En ce qui concerne la romance, je l’ai beaucoup aimée aussi. Olly, tout comme Maddy, est un personnage attachant, qui a également son propre lot de problèmes, qui pour ma part auraient d’ailleurs mérité d’être plus exploités. Leur histoire est vraiment très belle, bien qu’un peu trop furtive à mon goût. J’aime quand les romances sont développées mais dans ce roman, je l’ai trouvée un petit peu trop facile. Néanmoins, ces deux personnages m’ont mis des étoiles plein les yeux et m’ont donné envie de croire à leur histoire. J’ai vraiment beaucoup aimé leur personnalité, leurs moments d’échanges, leur insouciance face à la vie et leur envie de la croquer à pleines dents malgré tous les soucis qui les envahissaient !

Je n’ai malheureusement pas eu de coup de cœur pour Everything, Everything, et j’en suis d’ailleurs assez déçue… J’ai vu tellement d’avis extrêmement positifs sur ce roman que je m’attendais à beaucoup plus en le lisant. Même si ce fut une lecture très plaisante, je n’ai pas eu l’émotion escomptée. Je suis restée spectatrice tout le long, et pourtant je suis quelqu’un de très sensible. Déjà, j’ai trouvé que l’histoire mettait beaucoup de temps à démarrer. Pour tout vous dire, c’est seulement à partir de la moitié du roman que j’ai réussi à savourer pleinement ma lecture. En ce qui concerne la fin du roman, elle a surpris la plupart des lectures. Mais le problème étant que je l’avais déjà devinée depuis longtemps. Il y a eu beaucoup trop d’éléments qui m’ont fait penser que ça allait se finir ainsi, et je trouve d’ailleurs que c’est dommage d’avoir eu autant d’indices de la part de l’auteure. En fait, j’espérais vraiment me tromper tant ça me semblait simple, mais quand j’ai vu que j’avais raison, mon engouement est retombé comme un soufflé.

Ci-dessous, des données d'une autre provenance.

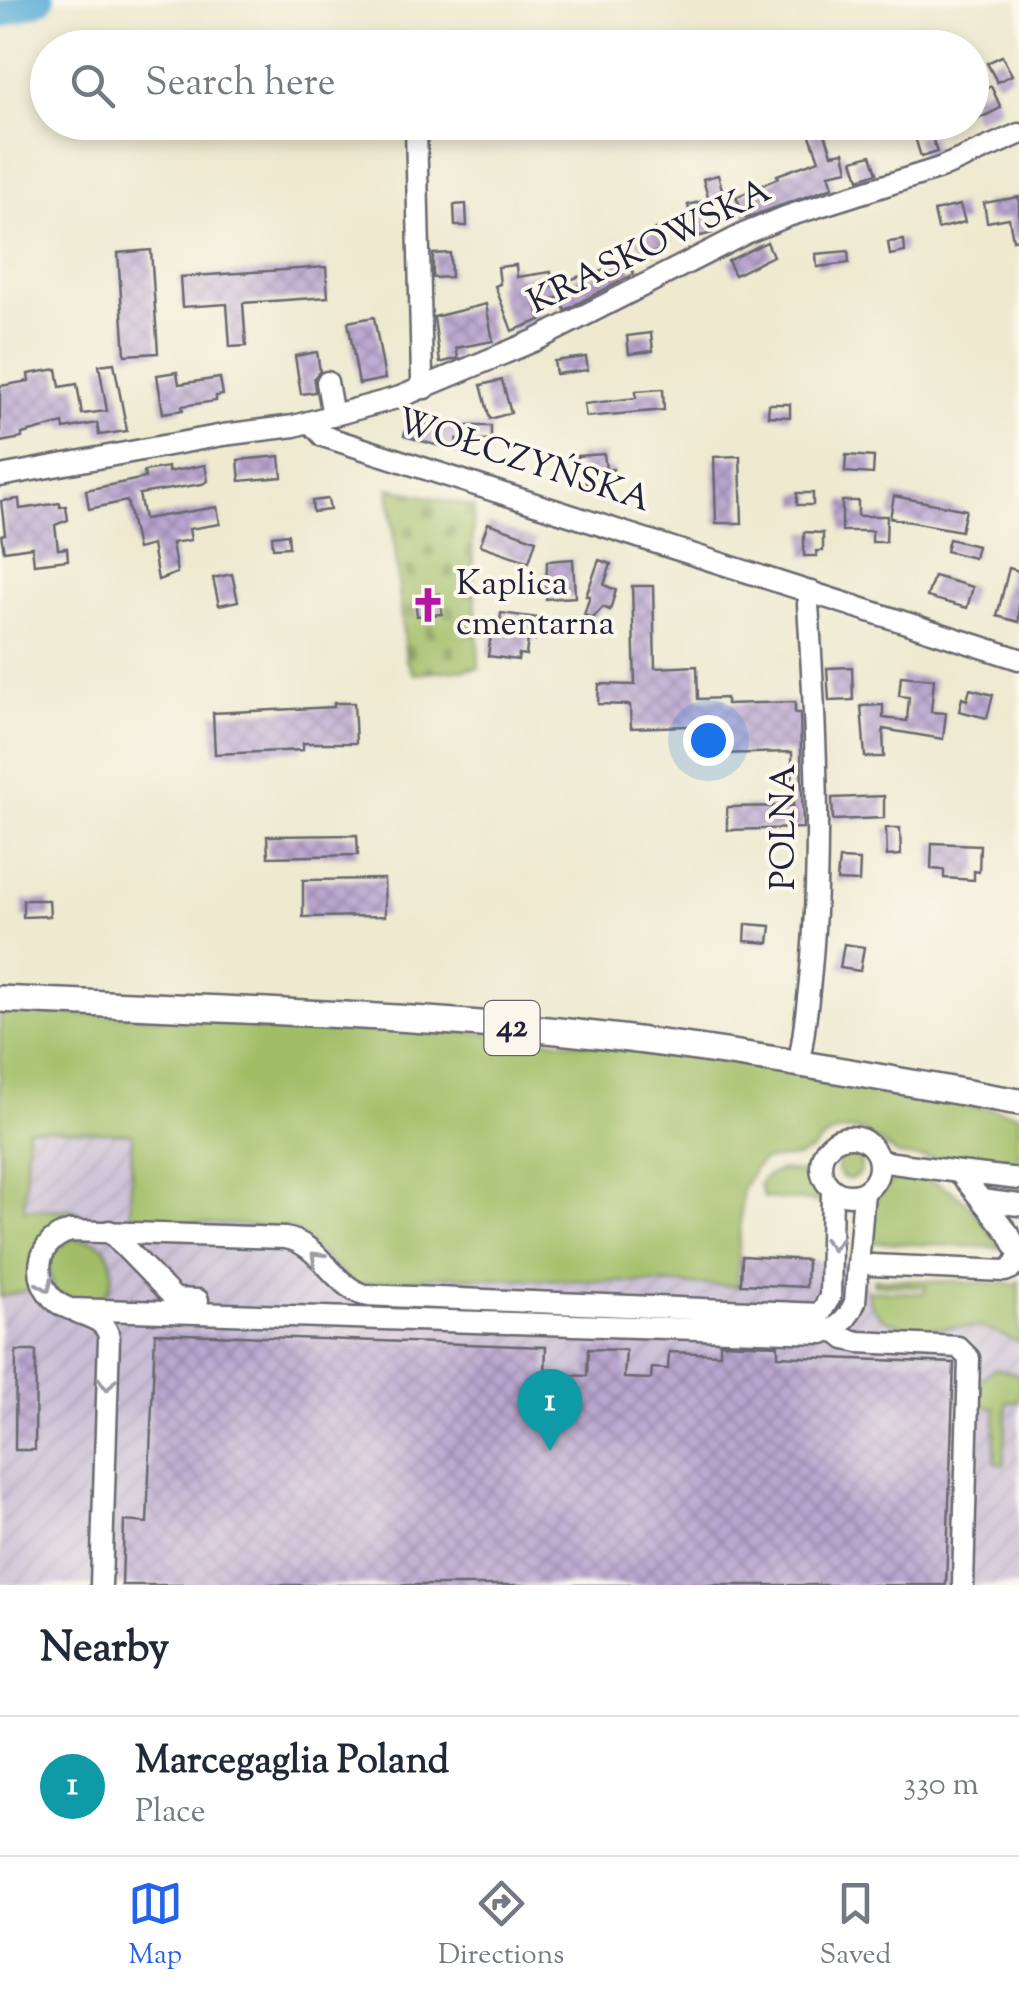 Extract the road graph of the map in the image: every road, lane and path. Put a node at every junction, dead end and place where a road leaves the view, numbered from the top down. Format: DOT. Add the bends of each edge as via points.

En dehors de ce point négatif, c’est une merveilleuse histoire de vie que je vous recommande sans aucune hésitation ! De plus les références littéraires et les citations de ce roman sont extraordinaires, et rien que pour cela et pour l’originalité de la thématique abordée, je vous le conseille fortement ! La littérature est mise à l’honneur dans Everything, Everything puisqu’on retrouve des chefs-d’œuvre tels que Le Petit Prince d’Antoine de St-Exupéry, La nausée de Jean-Paul Sartre, Des fleurs pour Algernon de Daniel Keyes, Sa majesté les mouches de William Golding ou encore L’Etranger d’Albert Camus. Avec ce roman, on voit à quel point la littérature a quelque-chose de magique et d’unique : les livres nous marquent et continuent d’exercer leur influence sur nous tout au long de notre vie.

Je tenais à signaler les fautes de frappe et d’orthographe vraiment désastreuses dans la version française de chez Bayard Jeunesse. Cela m’a beaucoup dérangée. Je comprends qu’on ne puisse pas tout voir lors des relectures, mais il y en avait tellement que je me suis demandée si ce roman avait été relu avant d’être publié.

– Citations –

Il ne suffit pas d’être vivant pour vivre.

*

Une photo, c’est un peu comme une machine à remonter le temps. Soudain, ma chambre s’efface et je suis sur cette plage, entourée d’amour et d’air salé, environnée par la chaleur qui diminue, et les ombres qui s’allongent dans le crépuscule. J’emplis mes minuscules poumons d’autant d’air qu’ils peuvent en contenir, et je retiens mon souffle. Je le retiens depuis tout ce temps.

*

Et maintenant ma vie n’a plus aucun sens. Je voudrais presque ne jamais l’avoir rencontré. Comment pourrais-je retourner à mon existence d’avant ? Cette existence dans laquelle tous les jours s’étirent devant moi avec une similitude brutale et infinie ? Comment pourrais-je redevenir cette « fille-qui-lit » ? Non pas que je regrette l’ancienne vie que je passais plongée dans mes livres. Tout ce que je sais du monde, je l’ai appris grâce à eux. Mais la description d’un arbre ne sera jamais un arbre, et un millier de baisers de papier n’égaleront jamais la sensation des lèvres d’Olly posées sur les miennes.

*

– Au fond de moi, je sais que j’ai déjà été amoureux, mais ça n’avait rien à voir. Être amoureux de toi, c’est encore mieux que de l’être pour la première fois. C’est comme si c’était la première, la dernière et l’unique fois en même temps.

*

LE DICTIONNAIRE DE MADELINE

Promesse : N.F. Sens 1 : Mensonge auquel on tient. (Whittier, 2015).